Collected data
---*---

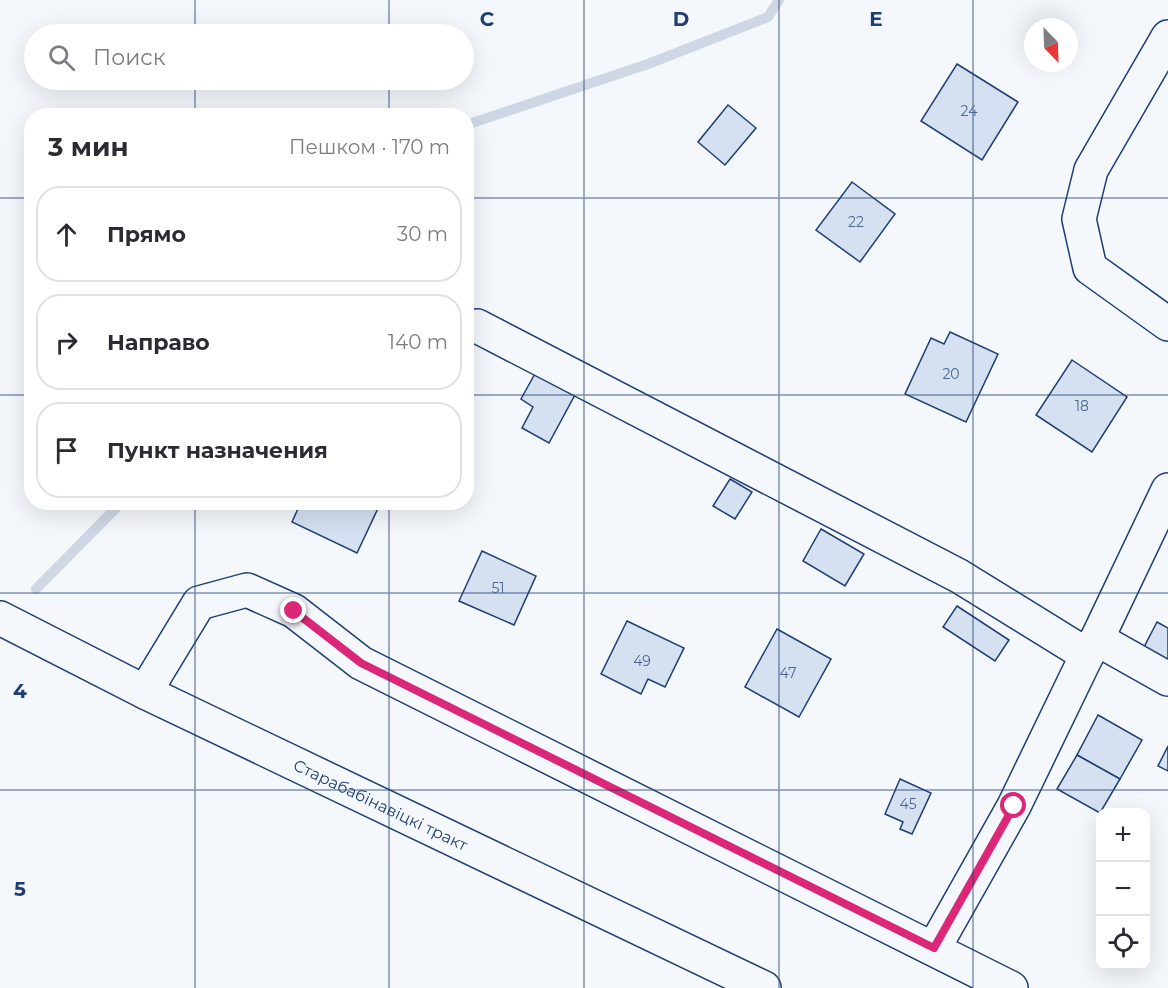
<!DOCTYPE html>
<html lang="ru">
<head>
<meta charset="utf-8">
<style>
  :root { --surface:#fff; --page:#f7f7f7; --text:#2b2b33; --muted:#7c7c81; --line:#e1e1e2 }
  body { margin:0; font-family:Montserrat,sans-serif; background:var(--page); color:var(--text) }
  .controls { position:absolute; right:18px; bottom:18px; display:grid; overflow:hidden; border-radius:12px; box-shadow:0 6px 24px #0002 }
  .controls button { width:54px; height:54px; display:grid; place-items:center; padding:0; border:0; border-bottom:2px solid var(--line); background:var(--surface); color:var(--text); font:30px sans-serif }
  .compass { position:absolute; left:1024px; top:18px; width:54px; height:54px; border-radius:50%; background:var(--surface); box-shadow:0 6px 24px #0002; rotate:157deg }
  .stop { position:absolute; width:18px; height:18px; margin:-14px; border:4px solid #db2777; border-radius:50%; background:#fff }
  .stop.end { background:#db2777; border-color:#fff; box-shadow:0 2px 6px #0008 }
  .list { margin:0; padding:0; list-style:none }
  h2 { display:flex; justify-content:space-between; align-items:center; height:78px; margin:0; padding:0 24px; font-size:26px }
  h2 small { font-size:20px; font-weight:400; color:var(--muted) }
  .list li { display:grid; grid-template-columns:39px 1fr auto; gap:18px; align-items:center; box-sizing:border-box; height:96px; margin:0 12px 12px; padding:0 12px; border:2px solid var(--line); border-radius:24px }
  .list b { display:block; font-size:22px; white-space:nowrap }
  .list em { font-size:20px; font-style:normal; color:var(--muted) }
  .icon { flex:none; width:33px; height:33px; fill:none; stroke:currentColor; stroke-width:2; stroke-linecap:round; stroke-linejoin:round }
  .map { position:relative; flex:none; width:1168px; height:988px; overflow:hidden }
  .search { position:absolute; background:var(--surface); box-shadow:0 6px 24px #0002; left:24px; top:24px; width:450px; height:66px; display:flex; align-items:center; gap:15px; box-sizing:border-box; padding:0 21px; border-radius:33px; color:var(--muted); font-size:22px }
  .panel { position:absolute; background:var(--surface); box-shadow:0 6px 24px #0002; left:24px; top:108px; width:450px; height:402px; border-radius:24px }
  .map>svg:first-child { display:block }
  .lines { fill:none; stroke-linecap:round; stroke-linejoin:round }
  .stream { stroke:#cfd7e4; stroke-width:10 }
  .building { fill:#d5e0f0; stroke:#1d3f73; stroke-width:1.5 }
  .minor-casing { stroke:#1d3f73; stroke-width:36 }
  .minor { stroke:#f4f7fb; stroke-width:33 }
  .route { stroke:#db2777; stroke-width:8 }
  .grid { fill:none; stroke:#1d3f73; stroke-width:1.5; stroke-opacity:0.55 }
  .labels { text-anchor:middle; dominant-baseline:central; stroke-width:4.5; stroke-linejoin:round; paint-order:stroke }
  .number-label { font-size:14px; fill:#4b6792 }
  .street-label { font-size:16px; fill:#1d3f73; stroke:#f4f7fb }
  .grid-label { font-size:20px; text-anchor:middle; font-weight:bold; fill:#1d3f73; stroke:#f4f7fb; stroke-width:4.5; stroke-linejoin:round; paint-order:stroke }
</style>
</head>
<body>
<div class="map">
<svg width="1168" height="988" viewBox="0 0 1168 988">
  <rect width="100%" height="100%" fill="#f4f7fb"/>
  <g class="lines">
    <!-- stream -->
    <g class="stream">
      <polyline points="466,125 648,64 768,17 779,0"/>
      <polyline points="36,589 122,502"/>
    </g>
  </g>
  <!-- building -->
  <g class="building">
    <polygon points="957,64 1018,102 982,160 921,121"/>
    <polygon points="728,105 756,128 725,165 698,142"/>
    <polygon points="852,182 895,214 860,262 816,230"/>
    <polygon points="950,332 998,354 966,422 905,394 931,338 944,344"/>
    <polygon points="1072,360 1127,397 1092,452 1036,415"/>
    <polygon points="537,370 577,391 549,443 522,428 533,407 521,399"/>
    <polygon points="730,479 752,492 735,519 713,506"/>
    <polygon points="301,502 381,502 357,553 292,522"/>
    <polygon points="821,529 864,554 845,586 803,561"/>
    <polygon points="482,551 536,576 514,625 459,601"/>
    <polygon points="957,606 1009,640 995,661 943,627"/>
    <polygon points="627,621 684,648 665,687 648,679 641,694 601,674"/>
    <polygon points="1157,622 1168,628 1168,665 1142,651"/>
    <polygon points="777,629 831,659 799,717 745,687"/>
    <polygon points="1098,715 1142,740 1120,779 1077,755"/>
    <polygon points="1168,746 1168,771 1158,766"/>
    <polygon points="1077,755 1120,779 1100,813 1057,789"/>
    <polygon points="900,779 931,793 912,834 900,829 903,822 885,814"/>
  </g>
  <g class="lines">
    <defs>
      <g id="minor">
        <polyline points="1168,37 1091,170 1079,219 1090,268 1168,324"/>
        <polyline points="477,326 959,576 1087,655"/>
        <path id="s1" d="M 0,618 L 145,692 L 764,988"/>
        <polyline points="1097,639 1168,679"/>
        <polyline points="145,692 199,603 247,590 294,611 361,663 1011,988"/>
        <polyline points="934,948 1014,806 1087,655 1097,639 1168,490"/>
      </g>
    </defs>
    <!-- minor casing -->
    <use href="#minor" class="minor-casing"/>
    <!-- minor -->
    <use href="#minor" class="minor"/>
  </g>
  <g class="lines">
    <!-- route -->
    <polyline class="route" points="294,611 361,663 934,948 1014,806"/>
  </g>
  <!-- grid -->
  <path class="grid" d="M 195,0 L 195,34M 389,0 L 389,34M 584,0 L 584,988M 779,0 L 779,988M 973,0 L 973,988M 195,80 L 195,116M 389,80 L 389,116M 0,198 L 32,198M 466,198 L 1168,198M 0,395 L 32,395M 466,395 L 1168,395M 195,502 L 195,988M 389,502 L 389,988M 0,593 L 1168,593M 0,790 L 1168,790"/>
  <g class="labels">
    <!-- number labels -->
    <g class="number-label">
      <text x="969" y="111">24</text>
      <text x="856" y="222">22</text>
      <text x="951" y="374">20</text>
      <text x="1082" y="406">18</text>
      <text x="498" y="588">51</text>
      <text x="642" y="661">49</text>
      <text x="788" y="673">47</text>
      <text x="908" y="804">45</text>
    </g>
    <!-- street labels -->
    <g class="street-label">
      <text stroke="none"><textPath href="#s1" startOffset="424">Старабабінавіцкі тракт</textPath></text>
    </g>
  </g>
  <g class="grid-label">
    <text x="487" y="26">C</text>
    <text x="681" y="26">D</text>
    <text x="876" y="26">E</text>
    <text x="20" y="698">4</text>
    <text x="20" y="896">5</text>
  </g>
</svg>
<div class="controls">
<button>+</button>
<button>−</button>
<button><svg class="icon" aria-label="locate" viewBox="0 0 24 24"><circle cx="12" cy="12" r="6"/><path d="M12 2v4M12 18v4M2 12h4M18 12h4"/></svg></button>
</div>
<svg class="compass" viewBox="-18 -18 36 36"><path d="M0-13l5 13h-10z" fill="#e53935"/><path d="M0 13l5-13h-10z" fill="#7c7c81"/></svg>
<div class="stop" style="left:1014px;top:806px"></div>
<div class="stop end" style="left:294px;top:611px"></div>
<div class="search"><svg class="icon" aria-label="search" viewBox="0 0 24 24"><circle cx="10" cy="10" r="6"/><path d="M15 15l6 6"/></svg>Поиск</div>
<section class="panel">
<h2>3 мин<small>Пешком · 170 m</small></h2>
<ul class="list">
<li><svg class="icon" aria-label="ahead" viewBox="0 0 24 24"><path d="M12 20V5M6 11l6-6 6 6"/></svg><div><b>Прямо</b></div><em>30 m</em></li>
<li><svg class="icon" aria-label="right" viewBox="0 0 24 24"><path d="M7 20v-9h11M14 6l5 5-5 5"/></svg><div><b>Направо</b></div><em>140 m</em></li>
<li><svg class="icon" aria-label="arrive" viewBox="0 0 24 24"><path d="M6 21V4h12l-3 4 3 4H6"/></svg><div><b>Пункт назначения</b></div></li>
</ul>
</section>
</div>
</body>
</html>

---*---

(What to work on): Only the number is required: state how many lines of the entries hold the word "solid".

(Output below): 3